I purchased my first multi-surface motorcycle, a slightly used 1989 Kawasaki KL650A3 in the spring of 1990 and began developing it into what became the best all-around motorcycle I have ever owned since I began riding 63 years and more than a million miles ago. In fact, the KLR and its 1993, 2004 and 2005 successors , with some three dozen improvements, were so good that in our 60’s and 70’s, my wife Pauline and I rode two-up all over Baja and the San Juan Mountains in the company of some of the solo expert riders mentioned in the first paragraph.
In 2011 Pauline and I proved that the overall weight of a multi-surface motorcycle does matter, especially when used in more difficult off-road terrain by a couple still riding tandem in their seventies and eighties.
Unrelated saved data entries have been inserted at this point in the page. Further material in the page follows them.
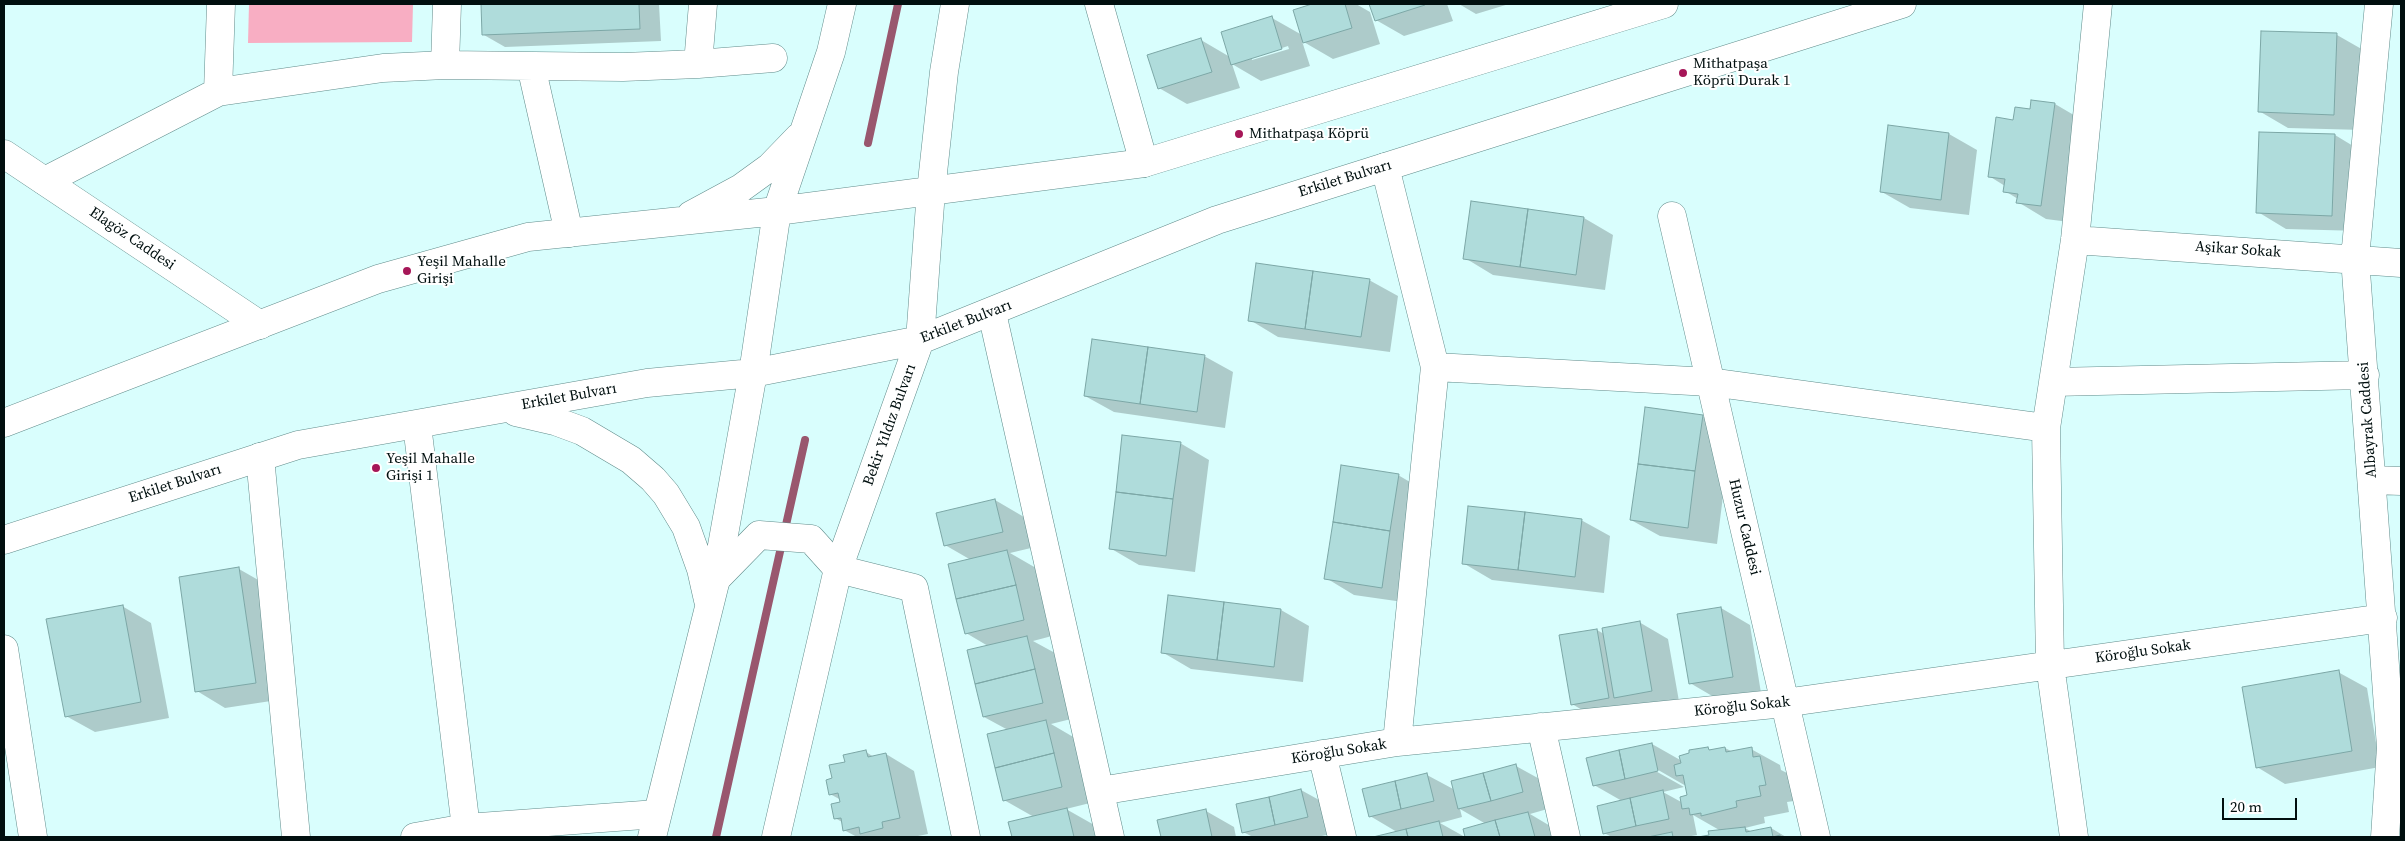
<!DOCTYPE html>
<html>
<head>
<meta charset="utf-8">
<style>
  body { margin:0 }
  #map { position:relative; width:2405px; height:841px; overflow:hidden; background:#d9fefd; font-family:"Source Serif 4",serif }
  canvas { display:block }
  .frame { position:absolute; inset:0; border:5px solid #010f0f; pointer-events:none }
  .scale { position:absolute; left:2222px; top:798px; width:75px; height:22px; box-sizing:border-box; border:2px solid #010f0f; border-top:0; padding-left:6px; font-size:15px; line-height:18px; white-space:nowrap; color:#010f0f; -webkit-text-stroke:4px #fff; paint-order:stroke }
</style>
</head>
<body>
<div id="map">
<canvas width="2405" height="841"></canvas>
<div class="frame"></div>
<div class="scale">20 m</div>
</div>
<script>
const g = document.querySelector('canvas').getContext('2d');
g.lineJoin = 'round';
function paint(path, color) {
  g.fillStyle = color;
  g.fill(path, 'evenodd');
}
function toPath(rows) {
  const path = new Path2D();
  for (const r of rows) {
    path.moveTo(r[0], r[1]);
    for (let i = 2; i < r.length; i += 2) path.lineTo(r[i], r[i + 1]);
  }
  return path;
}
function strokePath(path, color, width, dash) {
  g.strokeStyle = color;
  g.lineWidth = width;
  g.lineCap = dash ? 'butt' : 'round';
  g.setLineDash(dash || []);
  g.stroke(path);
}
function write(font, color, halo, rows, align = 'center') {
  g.font = font + ' "Source Serif 4",serif';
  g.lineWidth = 4;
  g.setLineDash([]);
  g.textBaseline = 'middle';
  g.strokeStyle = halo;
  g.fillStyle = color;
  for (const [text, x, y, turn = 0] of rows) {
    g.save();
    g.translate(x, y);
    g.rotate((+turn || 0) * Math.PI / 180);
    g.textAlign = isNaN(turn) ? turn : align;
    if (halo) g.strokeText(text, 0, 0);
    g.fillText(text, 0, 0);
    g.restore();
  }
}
const green = toPath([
  [249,4,413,4,412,42,248,43]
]);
const shadow = toPath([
  [482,4,659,4,661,41,505,47,484,35],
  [1316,4,1356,4,1370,12,1380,44,1333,59,1302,41,1310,66,1261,81,1232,64,1240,88,1187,104,1159,88,1201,40,1230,57,1272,18,1302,35,1295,11],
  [1288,46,1289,49,1252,60,1252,58],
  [1371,4,1447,4,1453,21,1404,36,1376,20],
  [1459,4,1509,4,1476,14],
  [2337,35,2365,51,2363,130,2288,128,2259,111],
  [2032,101,2055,104,2084,121,2069,222,2046,219,2018,202,2018,199,2005,191,2005,186,1989,176,2014,121,2031,110],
  [1949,134,1977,150,1969,215,1910,208,1882,192],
  [2335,135,2363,152,2361,231,2286,229,2258,212],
  [1472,203,1584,218,1613,235,1605,290,1493,275,1465,258],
  [1369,280,1398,296,1390,352,1278,337,1250,320],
  [1204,356,1233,372,1225,428,1114,412,1085,396],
  [1702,416,1731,432,1717,544,1660,536,1631,520],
  [1180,443,1209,460,1195,572,1139,565,1110,548],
  [1398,475,1427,492,1410,603,1354,595,1326,578],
  [995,500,1024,517,1031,548,1010,553,1036,568,1052,636,1033,641,1055,653,1071,719,1051,724,1075,738,1090,803,1066,809,1096,826,1099,837,1013,837,1010,823,1034,817,1004,800,1008,730,984,717,988,646,966,633,971,560,945,545],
  [1581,520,1610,536,1604,593,1492,580,1463,563],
  [239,569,267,585,284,699,225,708,197,691],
  [122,606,151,623,169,718,95,732,66,716],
  [1721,608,1750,625,1761,693,1719,700,1690,683,1678,615],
  [1281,610,1309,626,1303,682,1191,669,1162,652],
  [1639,622,1668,639,1680,707,1601,721,1572,704,1597,630,1604,634],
  [2338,672,2367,688,2380,767,2285,784,2257,767],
  [1652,744,1682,761,1691,754,1690,752,1725,748,1733,752,1751,749,1780,765,1781,770,1789,774,1794,801,1787,802,1789,812,1764,817,1765,823,1745,828,1752,832,1771,828,1786,837,1702,837,1721,831,1693,815,1697,835,1686,837,1612,837,1604,833,1622,801,1594,785],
  [1653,767,1686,786,1688,796,1683,803,1663,792,1684,787,1652,769],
  [866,752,874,757,886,754,914,771,928,834,913,837,857,837,844,830,842,822,835,818,841,803,841,800,830,794,833,779,846,763],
  [1516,766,1545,782,1551,808,1530,814,1557,830,1559,837,1466,837,1464,830,1486,824,1460,809,1462,817,1440,823,1465,837,1376,837,1397,832,1370,816,1427,775,1455,790],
  [1301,790,1330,806,1336,833,1317,837,1253,837,1243,832],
  [1206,811,1234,827,1236,837,1162,837,1159,821]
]);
const stream = toPath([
  [868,143,898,4],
  [716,837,805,440]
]);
const building = toPath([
  [481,4,639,4,640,29,482,35,481,4],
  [1312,4,1345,4,1352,28,1303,43,1293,10,1312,4],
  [1369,4,1424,4,1425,5,1375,21,1369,4],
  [1272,16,1282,49,1231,65,1221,32,1272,16],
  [2261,31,2337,33,2334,115,2258,112,2261,31],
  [1201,38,1212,72,1158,89,1147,55,1201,38],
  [2031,100,2055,103,2041,206,2016,203,2018,194,2003,192,2005,179,1988,177,1996,117,2013,120,2015,107,2030,109,2031,100],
  [1888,125,1949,133,1941,200,1880,192,1888,125],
  [2259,132,2335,134,2332,216,2256,213,2259,132],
  [1471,201,1528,209,1520,267,1463,259,1471,201],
  [1528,209,1584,217,1576,275,1520,267,1528,209],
  [1256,263,1313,271,1305,329,1248,321,1256,263],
  [1313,271,1370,279,1361,337,1305,329,1313,271],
  [1092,339,1148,347,1140,404,1084,396,1092,339],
  [1148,347,1205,355,1197,412,1140,404,1148,347],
  [1645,407,1703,415,1695,471,1638,464,1645,407],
  [1122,435,1181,442,1173,499,1116,492,1122,435],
  [1638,464,1695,471,1688,528,1630,520,1638,464],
  [1341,465,1399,474,1390,531,1333,522,1341,465],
  [1116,492,1173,499,1166,556,1109,549,1116,492],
  [995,499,1003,532,944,546,936,513,995,499],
  [1468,506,1525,512,1518,570,1462,564,1468,506],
  [1525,512,1582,519,1575,577,1518,570,1525,512],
  [1333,522,1390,531,1382,588,1324,579,1333,522],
  [1007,550,1016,585,956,599,948,564,1007,550],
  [239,567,256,683,195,692,179,577,239,567],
  [1016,585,1024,620,965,634,956,599,1016,585],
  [1168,595,1224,602,1217,660,1161,653,1168,595],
  [1224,602,1281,609,1274,667,1217,660,1224,602],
  [123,605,141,702,65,717,46,619,123,605],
  [1721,607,1733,677,1689,684,1677,614,1721,607],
  [1640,621,1652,691,1614,698,1602,628,1640,621],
  [1597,629,1609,698,1571,705,1559,635,1597,629],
  [1027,636,1035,669,975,684,967,650,1027,636],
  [1035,669,1043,703,983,717,975,684,1035,669],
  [2339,670,2352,751,2256,768,2242,687,2339,670],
  [1046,720,1054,753,995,768,987,734,1046,720],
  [1652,743,1658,771,1625,779,1619,750,1652,743],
  [1708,747,1709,750,1725,747,1726,752,1752,747,1753,757,1760,756,1766,785,1759,786,1761,796,1736,801,1737,807,1701,816,1701,813,1690,815,1689,808,1682,809,1680,797,1687,795,1683,775,1676,776,1674,765,1681,763,1679,756,1689,753,1689,750,1708,747],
  [866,750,868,757,886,753,900,818,882,822,883,828,860,834,859,827,843,831,841,818,834,819,831,804,840,802,838,793,829,795,826,780,832,778,829,765,845,762,843,755,866,750],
  [1619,750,1625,779,1593,786,1586,758,1619,750],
  [1054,753,1062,787,1003,801,995,768,1054,753],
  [1516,764,1523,792,1491,801,1483,773,1516,764],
  [1427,773,1434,801,1401,809,1395,781,1427,773],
  [1483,773,1491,801,1458,809,1451,781,1483,773],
  [1395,781,1401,809,1369,817,1362,789,1395,781],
  [1301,789,1308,817,1275,825,1269,797,1301,789],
  [1663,790,1669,819,1636,826,1630,798,1663,790],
  [1269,797,1275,825,1242,833,1236,804,1269,797],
  [1630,798,1636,826,1603,834,1597,806,1630,798],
  [1067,808,1074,837,1012,837,1008,822,1067,808],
  [1206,809,1212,837,1161,837,1157,820,1206,809],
  [1528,812,1535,837,1500,837,1495,820,1528,812],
  [1495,820,1500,837,1465,837,1463,829,1495,820],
  [1439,821,1443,837,1408,837,1406,829,1439,821],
  [1745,827,1746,832,1771,827,1773,837,1780,835,1780,837,1698,837,1709,835,1708,831,1745,827],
  [1406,829,1408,837,1373,837,1406,829],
  [1672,832,1673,837,1648,837,1672,832]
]);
const minor = toPath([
  [1099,4,1144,163],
  [2379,4,2355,258,2391,747,2385,837],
  [698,64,703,4],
  [445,65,447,4],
  [531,66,569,233],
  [218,92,221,4],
  [1385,167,1435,367,1397,742],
  [45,181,218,92,383,68,445,65,623,67,698,64,773,58],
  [1672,216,1816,837],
  [2075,240,2401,263],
  [992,313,1110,837],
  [1435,367,1710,382,2046,428],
  [2053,382,2365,375],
  [417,425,466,828],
  [260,457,296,837],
  [2373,480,2401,481],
  [716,579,759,535,811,539,838,569,914,588,966,837],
  [4,649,33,837],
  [1541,727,1566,837],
  [1322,754,1342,837],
  [1100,791,1397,742,1784,703,2383,618],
  [415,837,466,828,657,814],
  [2074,837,2050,665,2046,428,2075,240,2098,4]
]);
const tertiary = toPath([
  [4,154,260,325]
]);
const primary = toPath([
  [691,215,741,188,770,167,799,137],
  [516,412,555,421,582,431,631,460,653,479,666,494,686,527,701,569,708,600],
  [4,423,378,279,528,237,777,211,1144,163,1664,4],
  [4,540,298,445,647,383,753,373,920,340,1217,220,1902,4],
  [652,837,716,579,753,373,777,211,831,52,842,4],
  [776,837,838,569,920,340,931,191,944,72,955,4]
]);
const markers = [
  [1683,73,5,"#a61758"],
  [1239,134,5,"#a61758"],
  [407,271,5,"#a61758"],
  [376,468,5,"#a61758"]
];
const poiNames = [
  ["Mithatpaşa",1693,64],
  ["Köprü Durak 1",1693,81],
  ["Mithatpaşa Köprü",1249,134],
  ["Yeşil Mahalle",417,262],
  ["Girişi",417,279],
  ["Yeşil Mahalle",386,459],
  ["Girişi 1",386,476]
];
const streetNames = [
  ["Erkilet Bulvarı",1345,179,-17],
  ["Elagöz Caddesi",132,239,34],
  ["Aşikar Sokak",2238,250,4],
  ["Erkilet Bulvarı",966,322,-21],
  ["Erkilet Bulvarı",569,397,-10],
  ["Albayrak Caddesi",2368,420,-94],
  ["Bekir Yıldız Bulvarı",890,425,-70],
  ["Erkilet Bulvarı",175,484,-18],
  ["Huzur Caddesi",1744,527,77],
  ["Köroğlu Sokak",2143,652,-8],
  ["Köroğlu Sokak",1742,707,-6],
  ["Köroğlu Sokak",1339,752,-9]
];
paint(green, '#f8aec3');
paint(shadow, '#0003');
strokePath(stream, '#99576e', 8);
paint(building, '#afdcdb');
strokePath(building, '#7ca7a6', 1);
strokePath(minor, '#618c8b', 29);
strokePath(tertiary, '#618c8b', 29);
strokePath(primary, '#618c8b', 29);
strokePath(minor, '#fff', 28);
strokePath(tertiary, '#fff', 28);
strokePath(primary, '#fff', 28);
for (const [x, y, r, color] of markers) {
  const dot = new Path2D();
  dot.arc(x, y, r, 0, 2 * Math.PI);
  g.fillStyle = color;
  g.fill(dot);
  strokePath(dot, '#fff', 2);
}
write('15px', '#010f0f', '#fff', poiNames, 'left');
write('15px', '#010f0f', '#fff', streetNames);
</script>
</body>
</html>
In 2012 we moved from our 400 pound KL650A to our 355 pound Suzuki DR650SE after making all the necessary (30 or so) improvements, including a Stig Pettersson P.P.S./Ohlins custom rear shock, I.M.S. 4.9 gallon gas tank, Buchanan spokes and wheels and a custom two-up seat. I had already invented a reliable upper drive chain control wheel and bracket to replace the fragile, breakage prone factory unit. I also designed rear foot peg lowering brackets to improve Pauline’s leg comfort.
Our move from the heavyweight (400 lb.) KL650A to the light heavyweight (355 lb.) DR650S has proven that lightweight is better and that terms do matter. If you want proof, take a look at “Pauline’s 89th Birthday Ride to Cabo” on this website. The three minute video chronicles our 1,209 mile on and off-road journey down the length of the Baja peninsula on our DR650SE.